Second, teens spent about four to six hours a day watching TV in the 1990s, and screen time slowly rose with the proliferation of the home computer. Teens and screens did not suddenly meet in 2010. I, for one, watched a lot of TV as a child and teenager, and my brain did indeed develop into something other than gelatinous mush. (Source: You are currently reading some professional writing of mine.)
And lastly, social media is not a complete cesspool devoid of thinking. The Common Sense Media report stated that on average, teens spend 39% of screen time “passively consuming,” media, meaning reading, watching and listening. Another 25 percent of time is spent on communication, including social media and video-chatting, and 3 percent is content creation, including writing, coding and making digital art or music.
Reading? Listening? Communicating? Coding? Making art? Aren’t these the things we encourage our students to do inside and outside of school? Social media and online texts present information differently than how traditional, physical literature does, but they still present us information.
Social media sites, like Facebook and Instagram, show us a blend of words, images, and video shared by people we know or like. Whether you realize it or not, your brain works to make connections between text and image, link multiple posts from the same source and identify motivation and bias.
The things posted and shared on social media come from varied, unknown sources, and work should be put into evaluating these sources. Now, more than ever, we have to work to find origins of posts, primary sources or evidence, and look for bias. Questions from middle- or high-school English classes can be applied to social media posts as well: Who is the speaker? Who is the intended audience? Is this original, copied or inspired by something else? What is the speaker’s intention? Does this present any underlying or unconscious motivations?
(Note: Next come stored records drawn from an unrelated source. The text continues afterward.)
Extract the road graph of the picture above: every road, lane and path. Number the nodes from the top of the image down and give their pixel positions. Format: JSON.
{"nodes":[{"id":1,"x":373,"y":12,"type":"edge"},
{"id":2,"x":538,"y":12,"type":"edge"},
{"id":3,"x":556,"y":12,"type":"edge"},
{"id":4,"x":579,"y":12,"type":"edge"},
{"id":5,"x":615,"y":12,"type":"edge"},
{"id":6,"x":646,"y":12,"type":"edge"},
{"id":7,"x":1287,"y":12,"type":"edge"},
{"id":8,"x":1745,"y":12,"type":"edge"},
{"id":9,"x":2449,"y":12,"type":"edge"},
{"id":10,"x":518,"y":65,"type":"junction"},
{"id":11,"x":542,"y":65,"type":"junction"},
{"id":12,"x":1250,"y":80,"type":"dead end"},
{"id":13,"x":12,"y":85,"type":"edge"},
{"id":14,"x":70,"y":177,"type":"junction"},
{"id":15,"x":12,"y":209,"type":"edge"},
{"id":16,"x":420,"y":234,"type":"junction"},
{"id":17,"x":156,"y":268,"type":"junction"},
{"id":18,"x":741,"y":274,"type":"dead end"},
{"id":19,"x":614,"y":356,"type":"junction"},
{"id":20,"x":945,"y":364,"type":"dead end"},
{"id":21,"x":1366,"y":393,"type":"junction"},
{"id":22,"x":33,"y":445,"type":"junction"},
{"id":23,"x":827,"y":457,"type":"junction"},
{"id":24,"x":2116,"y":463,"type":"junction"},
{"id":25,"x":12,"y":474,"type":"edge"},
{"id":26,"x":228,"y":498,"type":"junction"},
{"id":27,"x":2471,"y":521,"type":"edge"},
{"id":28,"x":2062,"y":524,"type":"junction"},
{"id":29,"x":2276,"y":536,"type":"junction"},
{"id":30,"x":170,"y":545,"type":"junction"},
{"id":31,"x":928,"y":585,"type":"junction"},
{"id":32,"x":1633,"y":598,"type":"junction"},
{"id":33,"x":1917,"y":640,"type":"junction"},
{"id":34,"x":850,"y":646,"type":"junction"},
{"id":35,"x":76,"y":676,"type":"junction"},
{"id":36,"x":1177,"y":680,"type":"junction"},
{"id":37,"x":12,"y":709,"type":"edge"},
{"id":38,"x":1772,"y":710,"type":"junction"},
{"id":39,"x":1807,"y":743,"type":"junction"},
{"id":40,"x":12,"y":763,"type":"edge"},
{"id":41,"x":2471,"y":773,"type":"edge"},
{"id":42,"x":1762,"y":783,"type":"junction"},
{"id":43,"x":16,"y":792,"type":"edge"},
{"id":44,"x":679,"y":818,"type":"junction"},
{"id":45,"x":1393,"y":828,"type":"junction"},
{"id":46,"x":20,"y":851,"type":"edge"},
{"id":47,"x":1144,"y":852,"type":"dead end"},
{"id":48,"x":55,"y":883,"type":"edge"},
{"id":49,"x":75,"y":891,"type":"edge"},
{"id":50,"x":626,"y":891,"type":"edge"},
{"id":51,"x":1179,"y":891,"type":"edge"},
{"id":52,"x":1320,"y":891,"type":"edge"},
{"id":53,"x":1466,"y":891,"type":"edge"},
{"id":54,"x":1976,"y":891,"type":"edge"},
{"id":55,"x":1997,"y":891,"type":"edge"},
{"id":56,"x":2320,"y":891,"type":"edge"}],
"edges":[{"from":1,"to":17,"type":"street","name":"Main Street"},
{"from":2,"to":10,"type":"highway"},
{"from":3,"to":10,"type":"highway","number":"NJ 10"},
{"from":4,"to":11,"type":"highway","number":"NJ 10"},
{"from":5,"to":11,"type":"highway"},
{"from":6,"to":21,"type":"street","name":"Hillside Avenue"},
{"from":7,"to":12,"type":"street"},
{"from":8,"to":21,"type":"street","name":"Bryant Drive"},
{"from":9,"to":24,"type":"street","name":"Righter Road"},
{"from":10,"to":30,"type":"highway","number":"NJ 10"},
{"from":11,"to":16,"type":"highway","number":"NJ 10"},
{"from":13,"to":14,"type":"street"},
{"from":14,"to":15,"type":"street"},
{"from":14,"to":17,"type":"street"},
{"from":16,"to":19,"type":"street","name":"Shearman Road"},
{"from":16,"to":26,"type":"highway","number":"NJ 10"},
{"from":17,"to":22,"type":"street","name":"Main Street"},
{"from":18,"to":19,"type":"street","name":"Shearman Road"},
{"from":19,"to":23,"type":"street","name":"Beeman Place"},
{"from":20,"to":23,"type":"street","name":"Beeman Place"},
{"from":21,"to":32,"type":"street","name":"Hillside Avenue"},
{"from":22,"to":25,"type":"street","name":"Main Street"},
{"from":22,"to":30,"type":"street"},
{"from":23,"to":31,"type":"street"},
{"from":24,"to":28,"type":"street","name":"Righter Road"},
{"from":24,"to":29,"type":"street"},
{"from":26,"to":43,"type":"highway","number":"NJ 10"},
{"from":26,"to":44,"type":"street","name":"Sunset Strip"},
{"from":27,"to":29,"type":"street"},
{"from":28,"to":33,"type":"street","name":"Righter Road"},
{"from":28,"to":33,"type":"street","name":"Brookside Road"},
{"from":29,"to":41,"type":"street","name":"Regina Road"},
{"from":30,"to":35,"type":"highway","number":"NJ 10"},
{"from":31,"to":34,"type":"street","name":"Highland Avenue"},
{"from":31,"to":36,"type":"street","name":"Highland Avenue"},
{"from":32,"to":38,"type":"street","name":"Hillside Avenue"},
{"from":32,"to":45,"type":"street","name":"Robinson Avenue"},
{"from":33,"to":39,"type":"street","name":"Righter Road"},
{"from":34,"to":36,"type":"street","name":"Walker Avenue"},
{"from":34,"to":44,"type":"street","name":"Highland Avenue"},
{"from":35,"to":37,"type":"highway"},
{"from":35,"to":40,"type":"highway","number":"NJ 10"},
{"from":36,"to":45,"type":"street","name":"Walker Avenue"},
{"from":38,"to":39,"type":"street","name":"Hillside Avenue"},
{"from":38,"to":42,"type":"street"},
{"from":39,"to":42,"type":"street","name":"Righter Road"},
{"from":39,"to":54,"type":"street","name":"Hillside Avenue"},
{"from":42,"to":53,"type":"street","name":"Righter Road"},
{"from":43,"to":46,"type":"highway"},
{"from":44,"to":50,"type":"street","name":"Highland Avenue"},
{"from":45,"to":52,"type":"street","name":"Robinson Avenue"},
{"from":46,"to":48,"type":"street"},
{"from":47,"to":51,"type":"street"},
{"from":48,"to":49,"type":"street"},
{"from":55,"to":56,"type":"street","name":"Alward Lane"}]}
Reflecting on the speaker/Facebooker’s intention and any unconscious motivations is one of my favorite things to do. If someone posts an image of Marilyn Monroe with cursive script reading, “Well-behaved women rarely make history,” their intention was to likely spread that message to others compare themselves to the famous, interesting women of history. But unconsciously, they just revealed that they don’t know how to check for sources, because Marilyn Monroe did not ever say that. There’s also a strong chance that they have made some questionable decisions and believe they need to justify those decisions to themselves and others. A whole social media account of justifications and assertions of one’s happiness like this can raise some big questions.
For example, imagine an Instagram feed of a woman. Nearly every picture she posts is of her and her boyfriend. Few to no pictures of other friends, family, flowers or heavily edited plates of food. And each picture is accompanied by a long, heartfelt caption about how she’s found the one, her sense of peace with him or quotes about the nature of love and happiness. Only pictures of the two of them, captioned with ridiculous amounts of love. Now, I want you to imagine how happy the that relationship really is. Do you think they’re truly, truly that happy and in love? Or do you know that the hyper-positive social media posts are a front for serious problems in the relationship?
Congratulations, you just analyzed that and came up with an inference. Your inference — that they are actually unhappy or in trouble — is likely based on previous behavior patterns like this one and comparing their social media presence to their real-life presence, which is likely not that perfect.
Analysis, inferences, picking up on patterns or cultural patterns and checking for sources are some of things students work on with literature, and they’re things students are doing all the time. Now, I’m not saying that reading novels and writing essays can be replaced by scrolling through Twitter and crafting funny Snapchat stories. But I do think that the everyday uses of these skills and sheer amount of communication on social media is worthy of note. So close out of this article, go back to surfing Facebook, and see what happens if you look at a couple posts like they’re required reading for English class.
The views expressed in this column are those of the author and not necessarily those of The Observer.